### Work to complete:
Copy out the entries word for word, leaving images aside.

Saved data entries:

━━━━━━━━━━━━━━━━

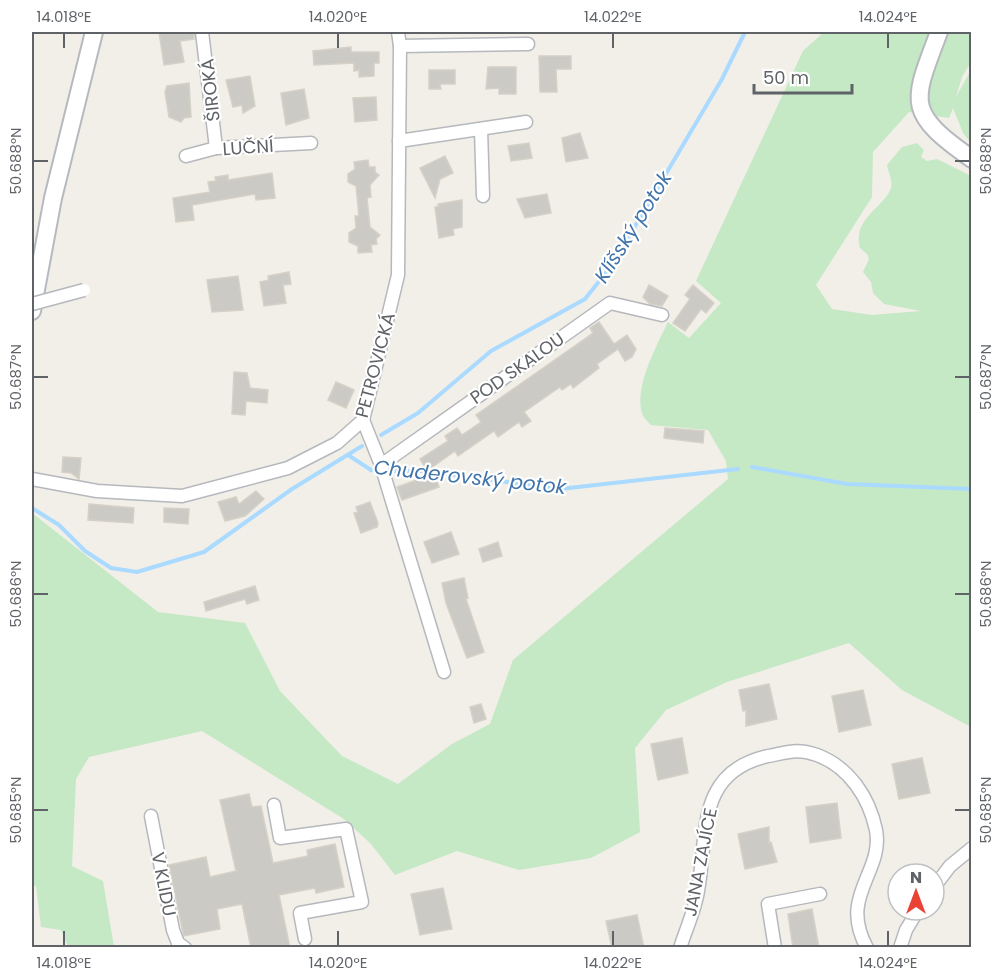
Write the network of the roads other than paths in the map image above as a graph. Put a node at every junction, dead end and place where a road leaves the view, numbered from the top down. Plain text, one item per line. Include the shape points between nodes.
1 (94, 32) edge
2 (202, 32) edge
3 (398, 32) edge
4 (939, 32) edge
5 (528, 44) dead end
6 (400, 46) junction
7 (526, 122) dead end
8 (480, 129) junction
9 (399, 141) junction
10 (311, 143) dead end
11 (216, 148) junction
12 (186, 156) dead end
13 (972, 159) edge
14 (483, 196) dead end
15 (84, 290) dead end
16 (32, 304) edge
17 (32, 311) edge
18 (662, 315) dead end
19 (363, 420) junction
20 (382, 465) junction
21 (32, 479) edge
22 (444, 672) dead end
23 (274, 805) dead end
24 (151, 816) dead end
25 (972, 848) edge
26 (946, 872) edge
27 (820, 894) dead end
28 (911, 922) edge
29 (305, 939) dead end
30 (185, 948) edge
31 (680, 948) edge
32 (775, 948) edge
33 (867, 948) edge
34 (900, 948) edge

1 - 17 main road via 53,198
2 - 11 street, ŠIROKÁ
3 - 6 street, PETROVICKÁ
4 - 13 main road via 920,83 921,113 940,137
5 - 6 street
6 - 9 street, PETROVICKÁ
7 - 8 street
8 - 9 street
8 - 14 street
9 - 19 street, PETROVICKÁ via 398,275
10 - 11 street, LUČNÍ
11 - 12 street, LUČNÍ
15 - 16 street, bridge
18 - 20 street, POD SKALOU via 610,303
19 - 20 street
19 - 21 street, PETROVICKÁ via 337,443 288,468 182,496 97,491
20 - 22 street
23 - 29 street via 280,838 346,829 362,902 300,913
24 - 30 street, V KLIDU via 173,930 178,943
25 - 26 street
27 - 32 street via 768,904
28 - 34 street
31 - 33 street, JANA ZAJÍCE via 698,893 706,821 725,776 742,765 800,749 824,758 846,773 863,794 872,816 877,840 856,913

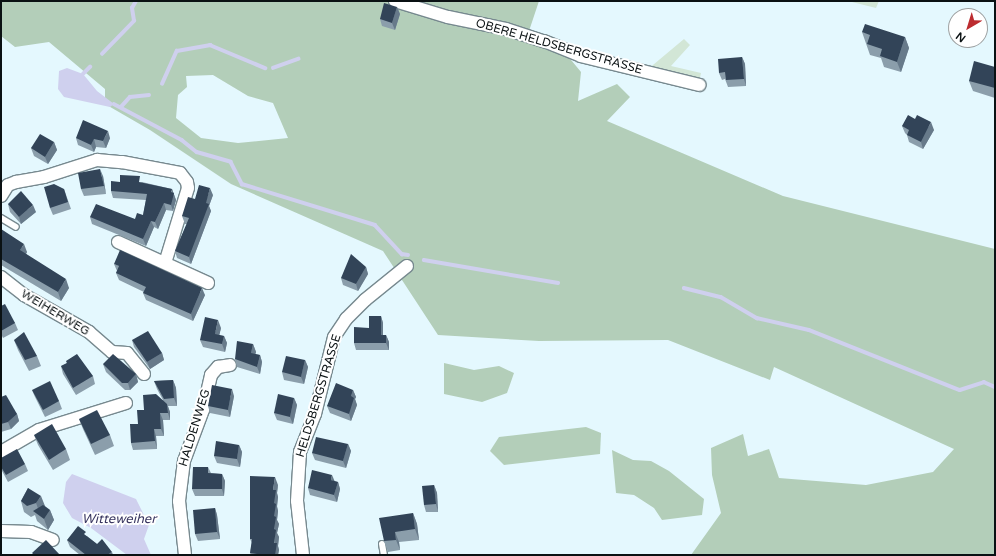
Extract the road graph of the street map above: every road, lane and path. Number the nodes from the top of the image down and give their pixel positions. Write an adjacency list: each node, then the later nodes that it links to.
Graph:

━━━━━━━━━━━━━━━━

### Completed exercise:
Write the network of the roads other than paths in the map image above as a graph. Put a node at every junction, dead end and place where a road leaves the view, numbered from the top down. Plain text, one item per line. Include the shape points between nodes.
1 (94, 32) edge
2 (202, 32) edge
3 (398, 32) edge
4 (939, 32) edge
5 (528, 44) dead end
6 (400, 46) junction
7 (526, 122) dead end
8 (480, 129) junction
9 (399, 141) junction
10 (311, 143) dead end
11 (216, 148) junction
12 (186, 156) dead end
13 (972, 159) edge
14 (483, 196) dead end
15 (84, 290) dead end
16 (32, 304) edge
17 (32, 311) edge
18 (662, 315) dead end
19 (363, 420) junction
20 (382, 465) junction
21 (32, 479) edge
22 (444, 672) dead end
23 (274, 805) dead end
24 (151, 816) dead end
25 (972, 848) edge
26 (946, 872) edge
27 (820, 894) dead end
28 (911, 922) edge
29 (305, 939) dead end
30 (185, 948) edge
31 (680, 948) edge
32 (775, 948) edge
33 (867, 948) edge
34 (900, 948) edge

1 - 17 main road via 53,198
2 - 11 street, ŠIROKÁ
3 - 6 street, PETROVICKÁ
4 - 13 main road via 920,83 921,113 940,137
5 - 6 street
6 - 9 street, PETROVICKÁ
7 - 8 street
8 - 9 street
8 - 14 street
9 - 19 street, PETROVICKÁ via 398,275
10 - 11 street, LUČNÍ
11 - 12 street, LUČNÍ
15 - 16 street, bridge
18 - 20 street, POD SKALOU via 610,303
19 - 20 street
19 - 21 street, PETROVICKÁ via 337,443 288,468 182,496 97,491
20 - 22 street
23 - 29 street via 280,838 346,829 362,902 300,913
24 - 30 street, V KLIDU via 173,930 178,943
25 - 26 street
27 - 32 street via 768,904
28 - 34 street
31 - 33 street, JANA ZAJÍCE via 698,893 706,821 725,776 742,765 800,749 824,758 846,773 863,794 872,816 877,840 856,913

Extract the road graph of the street map above: every road, lane and path. Number the nodes from the top of the image down and give their pixel positions. Write an adjacency list: each node, then the later nodes that it links to.
Graph:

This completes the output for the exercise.